With this goal in mind the NEN units were introduced in the new curriculum. Since the idea is new, the structure for its implementation is evolving continuously. Through this friday night article, we will try to look into various aspects of this, including student feedback about the course, faculty aspirations and try to clear out the confusions that are there regarding completing these units.

WHAT ARE THESE COURSES ABOUT?? 

A student who has joined IIT post 2012 has to undertake 4 NEN Courses before the beginning of fourth year. 

The first two courses NEN 100 and NEN 101, equivalent to one non graded unit, are conducted in the two semesters of the freshman year with major emphasis on giving students an insight into their role as a socially responsible individual. The regular classroom contact sessions are carried out in individual groups. The names of the faculty willing to participate are forwarded by respective departments and the PESR committee decides the final list of faculty for the two courses. 

The details of the third course NEN 200 Professional Ethics Case Study are yet to be finalized. It has however been decided that the course would be floated in the fifth to sixth semester for students.

The fourth component of the course provides an array of options to choose from.

NEN 201 (20 working days): PESR Internships

As the name suggests, a student can get an internship under a NGO which may be working anywhere in the country, approved by the PESR committee. The student is expected to show commitment to the internship and has to submit a certificate with details like the number of hours interned, to get the required non graded unit.

Somya Khandelwal, a sophomore from chemical engg. department who did an internship for NEN-201 in an NGO says that, his experience has been quite fulfilling. The NGO was focused on women empowerment and had other projects also which included supporting self-help groups in villages, vocational education, providing coaching for govt. exams, etc.
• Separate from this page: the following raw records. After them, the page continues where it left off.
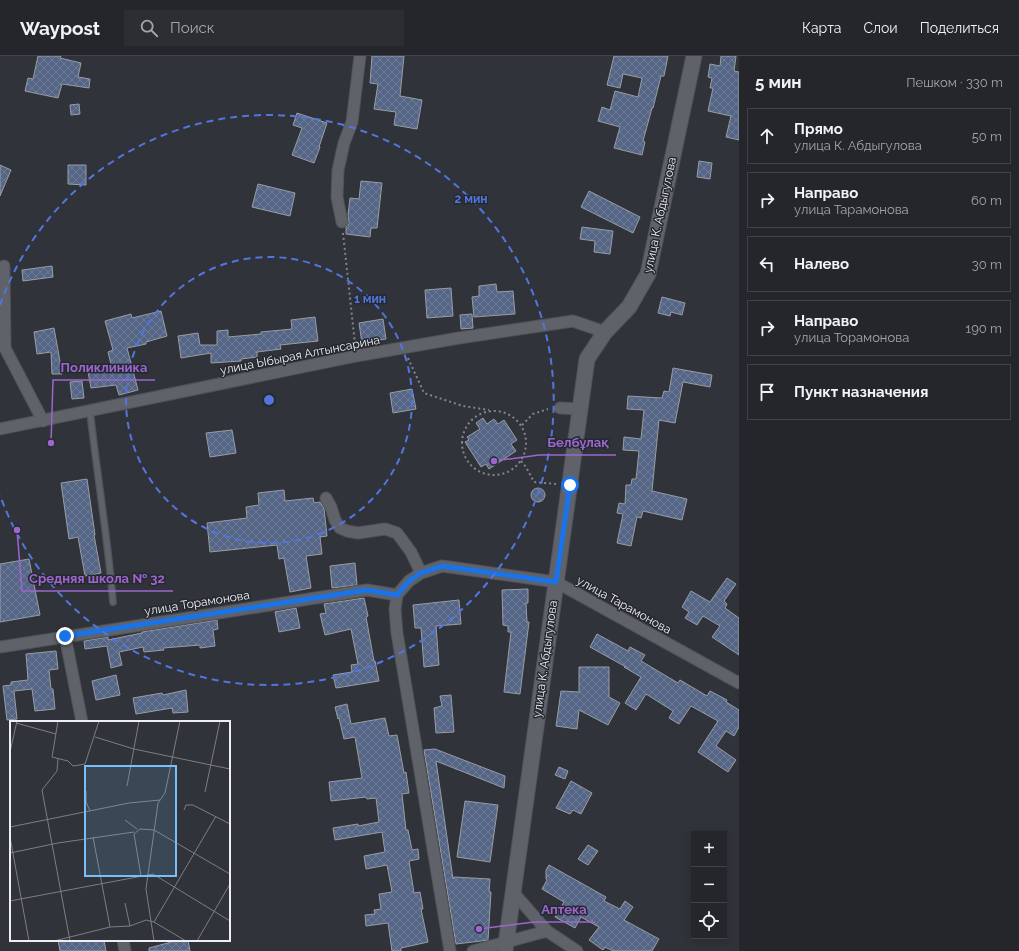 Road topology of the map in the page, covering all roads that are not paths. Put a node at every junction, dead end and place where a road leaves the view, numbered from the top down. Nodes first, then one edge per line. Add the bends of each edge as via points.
1 (360, 56) edge
2 (694, 56) edge
3 (342, 222) road end
4 (4, 266) dead end
5 (605, 332) junction
6 (560, 408) road end
7 (580, 409) junction
8 (90, 411) junction
9 (43, 421) junction
10 (0, 429) edge
11 (326, 498) dead end
12 (421, 573) junction
13 (556, 582) junction
14 (397, 595) junction
15 (113, 602) dead end
16 (65, 636) junction
17 (0, 647) edge
18 (739, 683) edge
19 (82, 721) edge
20 (513, 892) junction
21 (547, 930) junction
22 (123, 941) edge
23 (505, 947) edge
24 (125, 951) edge
25 (450, 951) edge
26 (473, 951) edge
27 (577, 951) edge

1 - 3 street via 352,122 344,142 338,170 338,197
2 - 5 street, улица К. Абдыгулова via 648,274 629,308
4 - 9 street via 4,348
5 - 7 street, улица К. Абдыгулова via 587,359
5 - 8 street, улица Ыбырая Алтынсарина via 573,321 356,356
6 - 7 street
7 - 13 street, улица К. Абдыгулова
8 - 9 street, улица Ыбырая Алтынсарина
8 - 15 lane
9 - 10 street, улица Ыбырая Алтынсарина
11 - 12 street via 340,528 358,533 385,529 397,533 409,547
12 - 13 street, улица Тарамонова via 442,566
12 - 14 street via 409,581
13 - 18 street, улица Тарамонова
13 - 20 street, улица К. Абдыгулова
14 - 16 street, улица Торамонова via 367,590
14 - 25 street via 397,633
16 - 17 street, улица Торамонова
16 - 19 street
20 - 21 street
20 - 23 street, улица К. Абдыгулова
21 - 23 street
21 - 27 street
22 - 24 street
23 - 26 street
Though he found his work a bit mundane but on the bright side he got an opportunity to observe other ongoing projects of that organisation, its structure and functioning which has been an enriching experience for him. 
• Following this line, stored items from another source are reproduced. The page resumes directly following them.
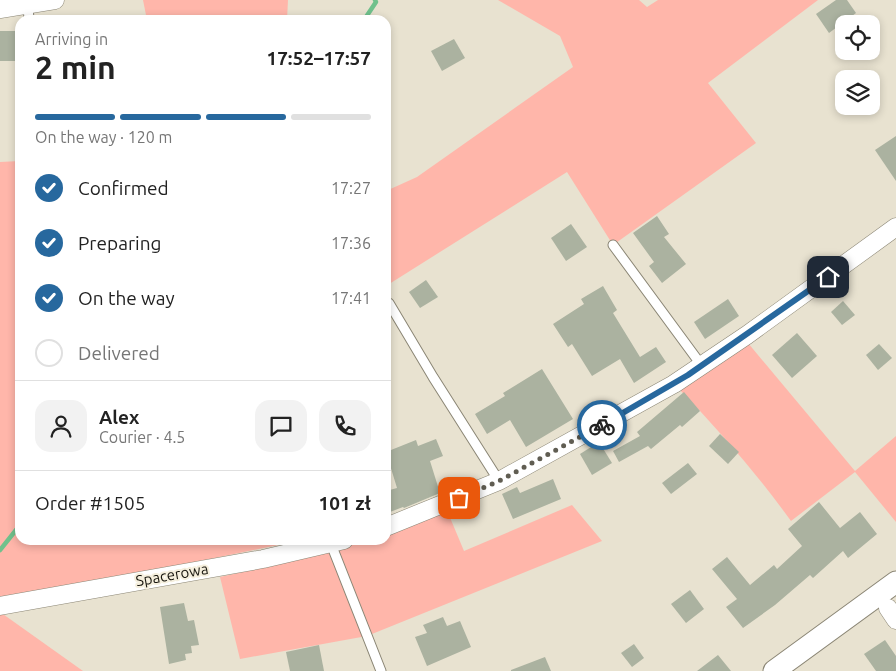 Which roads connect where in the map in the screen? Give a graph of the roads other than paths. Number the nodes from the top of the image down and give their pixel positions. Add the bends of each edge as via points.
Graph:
1 (56, 0) edge
2 (0, 9) edge
3 (29, 12) edge
4 (896, 227) edge
5 (613, 245) dead end
6 (391, 306) edge
7 (702, 366) junction
8 (499, 481) junction
9 (391, 525) edge
10 (324, 545) edge
11 (338, 545) edge
12 (896, 582) edge
13 (0, 606) edge
14 (381, 671) edge
15 (774, 671) edge

1 - 3 street
2 - 3 street
4 - 7 street
5 - 7 lane
6 - 8 lane
7 - 8 street
8 - 9 street
10 - 13 street, Spacerowa
11 - 14 lane
12 - 15 street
NEN 202 (40 hours): PESR Workshops

Under this course, workshops on themes like movie making would be organised in IIT Delhi during suitable semester breaks. The strength of these workshops would however be limited to 30 to 40 students. Last summer, the workshop conducted was rated to be of a really good quality. Students were enticed by enriching discussions about the subjectivity of ethics and were made to perceive movies from the eyes of the movie maker. There were certain constraints like limited availability of camera and other equipments which caused discomfort to the participating students. 

NEN 203 (40 man hours): PESR Projects

Under NEN 203, the students can take up projects under the guidance of a faculty member or a group of faculty members to make positive contributions to campus life.

There are two major categories of projects:

1.    Promoting Sustainable Practices in the Campus (academic area, hostels, residential areas) in collaboration with Institute administration.
This includes involvement in sustainable practices on campus such as resource conservation, waste management inside the campus etc.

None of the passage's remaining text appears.